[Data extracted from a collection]
____________
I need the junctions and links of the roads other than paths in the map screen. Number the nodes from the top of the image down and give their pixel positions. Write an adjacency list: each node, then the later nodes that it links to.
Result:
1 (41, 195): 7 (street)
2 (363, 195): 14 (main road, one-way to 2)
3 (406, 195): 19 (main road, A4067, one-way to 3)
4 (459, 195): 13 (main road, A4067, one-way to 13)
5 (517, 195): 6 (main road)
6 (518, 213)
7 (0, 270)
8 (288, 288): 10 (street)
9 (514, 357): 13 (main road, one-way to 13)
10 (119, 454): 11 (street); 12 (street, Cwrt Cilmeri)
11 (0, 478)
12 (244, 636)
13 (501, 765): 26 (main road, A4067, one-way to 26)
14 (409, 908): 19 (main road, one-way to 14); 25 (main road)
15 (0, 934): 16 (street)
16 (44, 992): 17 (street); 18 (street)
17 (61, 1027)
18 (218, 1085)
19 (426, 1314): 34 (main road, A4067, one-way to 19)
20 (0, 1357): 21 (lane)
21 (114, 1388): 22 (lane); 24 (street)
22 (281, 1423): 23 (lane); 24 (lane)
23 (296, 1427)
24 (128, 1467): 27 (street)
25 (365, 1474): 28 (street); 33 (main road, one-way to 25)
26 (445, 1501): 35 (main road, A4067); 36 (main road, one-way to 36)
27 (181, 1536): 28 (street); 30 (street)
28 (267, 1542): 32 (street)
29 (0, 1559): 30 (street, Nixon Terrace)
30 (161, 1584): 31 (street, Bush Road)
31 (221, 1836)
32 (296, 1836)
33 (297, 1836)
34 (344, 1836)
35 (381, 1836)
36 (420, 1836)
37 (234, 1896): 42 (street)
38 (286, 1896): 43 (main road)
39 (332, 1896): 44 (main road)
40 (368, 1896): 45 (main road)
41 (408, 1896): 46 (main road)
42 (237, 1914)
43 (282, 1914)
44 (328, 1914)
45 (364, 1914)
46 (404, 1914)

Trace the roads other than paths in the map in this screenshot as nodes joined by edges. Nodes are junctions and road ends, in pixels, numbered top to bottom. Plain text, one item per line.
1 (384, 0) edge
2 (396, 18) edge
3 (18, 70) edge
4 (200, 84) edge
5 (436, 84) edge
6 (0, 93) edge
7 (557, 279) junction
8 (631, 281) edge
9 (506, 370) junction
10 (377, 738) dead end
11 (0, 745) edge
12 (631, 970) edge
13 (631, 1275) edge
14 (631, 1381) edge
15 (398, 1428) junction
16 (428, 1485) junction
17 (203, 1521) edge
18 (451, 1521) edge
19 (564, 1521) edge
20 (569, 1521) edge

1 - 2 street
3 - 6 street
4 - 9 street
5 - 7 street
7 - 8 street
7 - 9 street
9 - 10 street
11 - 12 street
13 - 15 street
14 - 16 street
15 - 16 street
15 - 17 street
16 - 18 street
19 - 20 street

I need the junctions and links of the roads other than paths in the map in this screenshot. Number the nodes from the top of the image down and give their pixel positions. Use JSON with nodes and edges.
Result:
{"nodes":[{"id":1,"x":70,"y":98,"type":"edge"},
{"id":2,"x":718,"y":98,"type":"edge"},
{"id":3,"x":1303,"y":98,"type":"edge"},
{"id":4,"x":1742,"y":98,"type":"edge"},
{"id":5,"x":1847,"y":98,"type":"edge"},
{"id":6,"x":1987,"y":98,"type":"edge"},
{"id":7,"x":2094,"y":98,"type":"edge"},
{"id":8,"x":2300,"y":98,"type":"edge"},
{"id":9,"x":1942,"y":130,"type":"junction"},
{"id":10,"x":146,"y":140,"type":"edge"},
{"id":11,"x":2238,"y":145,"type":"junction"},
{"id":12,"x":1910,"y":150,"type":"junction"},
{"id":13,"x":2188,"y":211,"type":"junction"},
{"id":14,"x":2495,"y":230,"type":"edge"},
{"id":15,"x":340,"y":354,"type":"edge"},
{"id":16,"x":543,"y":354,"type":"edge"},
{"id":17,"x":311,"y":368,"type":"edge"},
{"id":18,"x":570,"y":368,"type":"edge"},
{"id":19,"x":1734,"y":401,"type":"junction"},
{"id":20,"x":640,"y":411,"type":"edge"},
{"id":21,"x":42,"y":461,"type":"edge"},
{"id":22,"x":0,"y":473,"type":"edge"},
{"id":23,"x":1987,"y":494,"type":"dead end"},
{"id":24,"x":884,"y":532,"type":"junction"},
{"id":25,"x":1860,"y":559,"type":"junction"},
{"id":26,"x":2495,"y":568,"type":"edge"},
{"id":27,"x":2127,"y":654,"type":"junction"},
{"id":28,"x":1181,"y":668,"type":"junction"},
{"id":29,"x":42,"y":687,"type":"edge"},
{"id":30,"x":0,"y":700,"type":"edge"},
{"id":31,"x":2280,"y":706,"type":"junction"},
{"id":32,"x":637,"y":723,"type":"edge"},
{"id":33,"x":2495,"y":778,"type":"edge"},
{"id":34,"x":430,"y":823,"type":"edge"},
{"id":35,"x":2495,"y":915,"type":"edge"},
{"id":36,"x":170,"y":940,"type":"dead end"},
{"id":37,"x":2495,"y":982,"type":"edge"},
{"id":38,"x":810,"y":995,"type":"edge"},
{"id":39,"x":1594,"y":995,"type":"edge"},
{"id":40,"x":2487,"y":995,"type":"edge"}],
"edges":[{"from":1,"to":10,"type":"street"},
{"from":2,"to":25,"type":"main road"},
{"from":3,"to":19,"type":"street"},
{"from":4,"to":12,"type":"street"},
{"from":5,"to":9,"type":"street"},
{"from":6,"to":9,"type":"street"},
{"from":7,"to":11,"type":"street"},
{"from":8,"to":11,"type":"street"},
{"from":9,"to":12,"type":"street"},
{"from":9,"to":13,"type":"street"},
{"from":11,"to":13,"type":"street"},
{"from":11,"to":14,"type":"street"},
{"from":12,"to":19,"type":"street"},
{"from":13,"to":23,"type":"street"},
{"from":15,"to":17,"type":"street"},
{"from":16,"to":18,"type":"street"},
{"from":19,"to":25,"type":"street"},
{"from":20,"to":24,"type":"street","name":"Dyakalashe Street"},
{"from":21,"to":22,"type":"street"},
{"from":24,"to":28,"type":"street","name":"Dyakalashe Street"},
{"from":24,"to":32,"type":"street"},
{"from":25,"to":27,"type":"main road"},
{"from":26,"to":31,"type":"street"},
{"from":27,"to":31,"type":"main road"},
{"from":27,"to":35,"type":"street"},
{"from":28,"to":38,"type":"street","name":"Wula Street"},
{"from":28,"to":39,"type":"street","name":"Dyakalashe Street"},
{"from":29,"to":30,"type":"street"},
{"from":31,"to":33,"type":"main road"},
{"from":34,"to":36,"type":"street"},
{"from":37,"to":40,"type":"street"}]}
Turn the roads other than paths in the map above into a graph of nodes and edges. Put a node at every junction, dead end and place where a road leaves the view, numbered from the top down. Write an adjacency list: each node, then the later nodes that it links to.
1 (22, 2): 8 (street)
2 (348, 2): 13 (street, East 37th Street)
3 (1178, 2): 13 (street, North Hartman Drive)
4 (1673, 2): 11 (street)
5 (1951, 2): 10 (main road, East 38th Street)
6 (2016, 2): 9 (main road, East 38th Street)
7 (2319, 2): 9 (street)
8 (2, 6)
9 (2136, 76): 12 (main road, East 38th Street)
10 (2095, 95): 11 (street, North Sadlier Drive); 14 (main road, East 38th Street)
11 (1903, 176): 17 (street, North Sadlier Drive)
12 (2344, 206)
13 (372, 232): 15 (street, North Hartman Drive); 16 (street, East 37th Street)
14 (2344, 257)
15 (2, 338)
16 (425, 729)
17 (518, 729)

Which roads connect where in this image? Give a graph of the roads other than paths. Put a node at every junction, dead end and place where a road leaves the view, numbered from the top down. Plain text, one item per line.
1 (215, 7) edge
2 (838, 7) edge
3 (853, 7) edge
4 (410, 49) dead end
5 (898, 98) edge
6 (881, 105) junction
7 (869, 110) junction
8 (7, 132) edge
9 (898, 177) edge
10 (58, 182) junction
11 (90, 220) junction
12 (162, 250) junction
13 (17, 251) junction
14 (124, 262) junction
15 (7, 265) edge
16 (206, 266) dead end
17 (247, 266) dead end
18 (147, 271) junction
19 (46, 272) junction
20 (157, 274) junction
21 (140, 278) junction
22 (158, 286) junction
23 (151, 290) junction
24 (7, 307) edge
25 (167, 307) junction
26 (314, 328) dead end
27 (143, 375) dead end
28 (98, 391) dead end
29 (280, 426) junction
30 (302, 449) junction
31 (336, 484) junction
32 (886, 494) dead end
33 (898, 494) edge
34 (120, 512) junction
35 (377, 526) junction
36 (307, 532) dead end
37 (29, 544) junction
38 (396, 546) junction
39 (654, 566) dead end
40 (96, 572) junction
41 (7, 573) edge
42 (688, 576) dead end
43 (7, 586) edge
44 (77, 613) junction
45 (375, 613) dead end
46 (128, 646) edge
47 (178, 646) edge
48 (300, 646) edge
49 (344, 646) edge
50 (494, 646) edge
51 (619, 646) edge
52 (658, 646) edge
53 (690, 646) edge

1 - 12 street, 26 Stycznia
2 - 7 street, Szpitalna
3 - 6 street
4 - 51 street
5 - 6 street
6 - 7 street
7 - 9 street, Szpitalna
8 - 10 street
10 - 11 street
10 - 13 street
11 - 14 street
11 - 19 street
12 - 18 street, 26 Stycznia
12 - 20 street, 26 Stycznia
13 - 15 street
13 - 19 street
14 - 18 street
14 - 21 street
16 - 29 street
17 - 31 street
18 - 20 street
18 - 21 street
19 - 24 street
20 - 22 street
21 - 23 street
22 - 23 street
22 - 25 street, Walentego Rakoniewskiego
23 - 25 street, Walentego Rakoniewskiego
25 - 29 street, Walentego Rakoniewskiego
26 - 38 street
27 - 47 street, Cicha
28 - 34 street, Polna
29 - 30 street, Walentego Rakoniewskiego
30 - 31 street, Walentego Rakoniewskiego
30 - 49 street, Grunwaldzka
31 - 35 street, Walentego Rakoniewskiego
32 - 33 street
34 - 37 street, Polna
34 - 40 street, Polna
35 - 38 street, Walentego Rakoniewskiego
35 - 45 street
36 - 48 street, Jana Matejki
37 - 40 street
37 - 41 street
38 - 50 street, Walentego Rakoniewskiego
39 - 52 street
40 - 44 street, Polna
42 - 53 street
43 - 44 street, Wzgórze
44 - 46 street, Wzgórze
____________
Work order:
In the entries above, the lines between the one holding "Trace the roads" and the one holding "with nodes and edges.", inclusive, are to be printed exactly as written, and those alone.

Written answer:
Trace the roads other than paths in the map in this screenshot as nodes joined by edges. Nodes are junctions and road ends, in pixels, numbered top to bottom. Plain text, one item per line.
1 (384, 0) edge
2 (396, 18) edge
3 (18, 70) edge
4 (200, 84) edge
5 (436, 84) edge
6 (0, 93) edge
7 (557, 279) junction
8 (631, 281) edge
9 (506, 370) junction
10 (377, 738) dead end
11 (0, 745) edge
12 (631, 970) edge
13 (631, 1275) edge
14 (631, 1381) edge
15 (398, 1428) junction
16 (428, 1485) junction
17 (203, 1521) edge
18 (451, 1521) edge
19 (564, 1521) edge
20 (569, 1521) edge

1 - 2 street
3 - 6 street
4 - 9 street
5 - 7 street
7 - 8 street
7 - 9 street
9 - 10 street
11 - 12 street
13 - 15 street
14 - 16 street
15 - 16 street
15 - 17 street
16 - 18 street
19 - 20 street

I need the junctions and links of the roads other than paths in the map in this screenshot. Number the nodes from the top of the image down and give their pixel positions. Use JSON with nodes and edges.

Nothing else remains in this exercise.